- _Required work_: Return the lines below that carry the word "Sokak".

:: Provided information

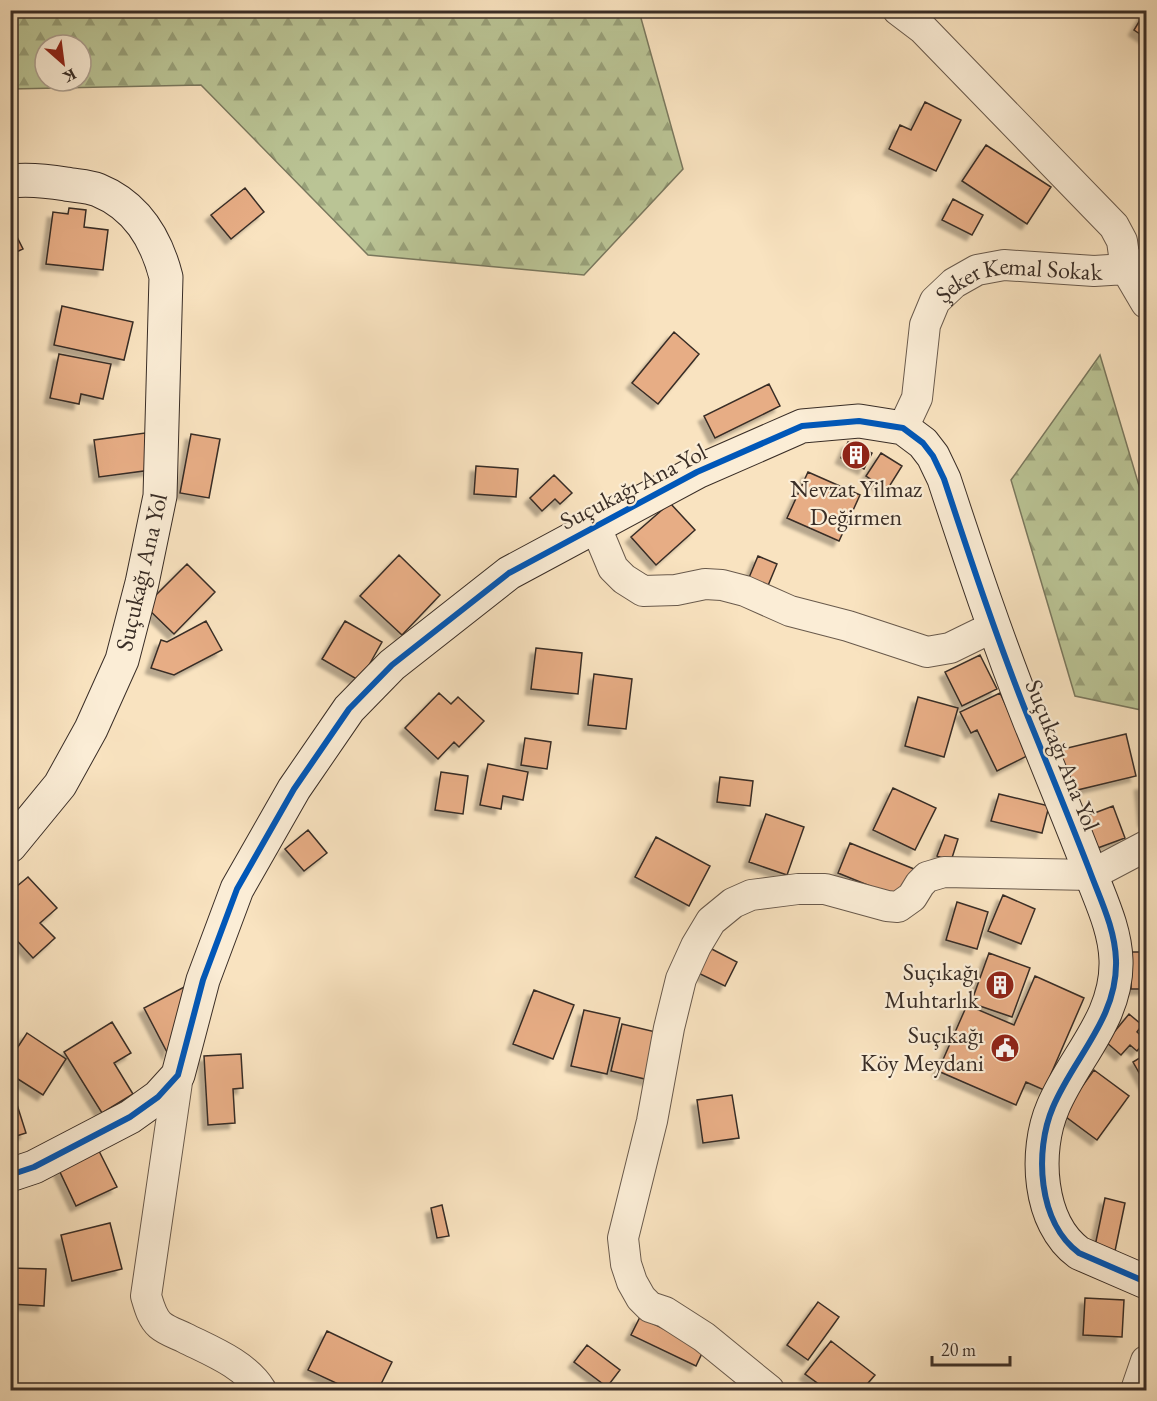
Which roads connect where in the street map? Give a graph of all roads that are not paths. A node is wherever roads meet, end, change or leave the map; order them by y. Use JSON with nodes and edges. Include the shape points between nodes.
{"nodes":[{"id":1,"x":898,"y":10,"type":"edge"},
{"id":2,"x":10,"y":181,"type":"edge"},
{"id":3,"x":1136,"y":266,"type":"edge"},
{"id":4,"x":1146,"y":303,"type":"edge"},
{"id":5,"x":903,"y":428,"type":"junction"},
{"id":6,"x":595,"y":525,"type":"junction"},
{"id":7,"x":993,"y":627,"type":"junction"},
{"id":8,"x":10,"y":846,"type":"edge"},
{"id":9,"x":1146,"y":846,"type":"edge"},
{"id":10,"x":1091,"y":875,"type":"junction"},
{"id":11,"x":178,"y":1075,"type":"junction"},
{"id":12,"x":10,"y":1175,"type":"edge"},
{"id":13,"x":1146,"y":1282,"type":"edge"},
{"id":14,"x":1146,"y":1361,"type":"edge"},
{"id":15,"x":261,"y":1390,"type":"edge"},
{"id":16,"x":769,"y":1390,"type":"edge"},
{"id":17,"x":1136,"y":1390,"type":"edge"}],
"edges":[{"from":1,"to":3,"type":"street","via":[[922,29],[1114,226]]},
{"from":2,"to":8,"type":"street","name":"Suçukağı Ana Yol","via":[[96,189],[119,201],[150,233],[166,277],[160,496],[122,660],[60,785]]},
{"from":3,"to":4,"type":"street","name":"Şeker Kemal Sokak"},
{"from":3,"to":5,"type":"street","name":"Şeker Kemal Sokak","via":[[1094,271],[1004,265],[977,270],[954,283],[935,301],[925,325],[917,398]]},
{"from":5,"to":6,"type":"street","name":"Suçukağı Ana Yol","via":[[859,421],[802,426],[697,472]]},
{"from":5,"to":7,"type":"street","name":"Suçukağı Ana Yol","via":[[923,443],[944,479]]},
{"from":6,"to":7,"type":"street","via":[[613,568],[643,591],[722,585],[790,611],[927,652],[950,648]]},
{"from":6,"to":11,"type":"street","name":"Suçukağı Ana Yol","via":[[509,573],[392,665],[349,709],[294,789],[237,889],[203,980]]},
{"from":7,"to":10,"type":"street","name":"Suçukağı Ana Yol"},
{"from":9,"to":10,"type":"street"},
{"from":10,"to":13,"type":"street","name":"Suçukağı Ana Yol","via":[[1113,932],[1114,990],[1106,1015],[1053,1107],[1046,1129],[1043,1190],[1048,1210],[1069,1246]]},
{"from":10,"to":16,"type":"street","via":[[944,872],[927,877],[912,897],[898,907],[825,889],[798,889],[752,895],[733,903],[711,921],[681,979],[623,1238],[626,1264],[636,1290],[650,1307],[704,1337]]},
{"from":11,"to":12,"type":"street","name":"Suçukağı Ana Yol","via":[[158,1097],[130,1117],[34,1167]]},
{"from":11,"to":15,"type":"street","via":[[146,1296],[159,1324],[220,1355]]},
{"from":14,"to":17,"type":"street"}]}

::::

- _Response for this exercise_:
{"from":3,"to":4,"type":"street","name":"Şeker Kemal Sokak"},
{"from":3,"to":5,"type":"street","name":"Şeker Kemal Sokak","via":[[1094,271],[1004,265],[977,270],[954,283],[935,301],[925,325],[917,398]]},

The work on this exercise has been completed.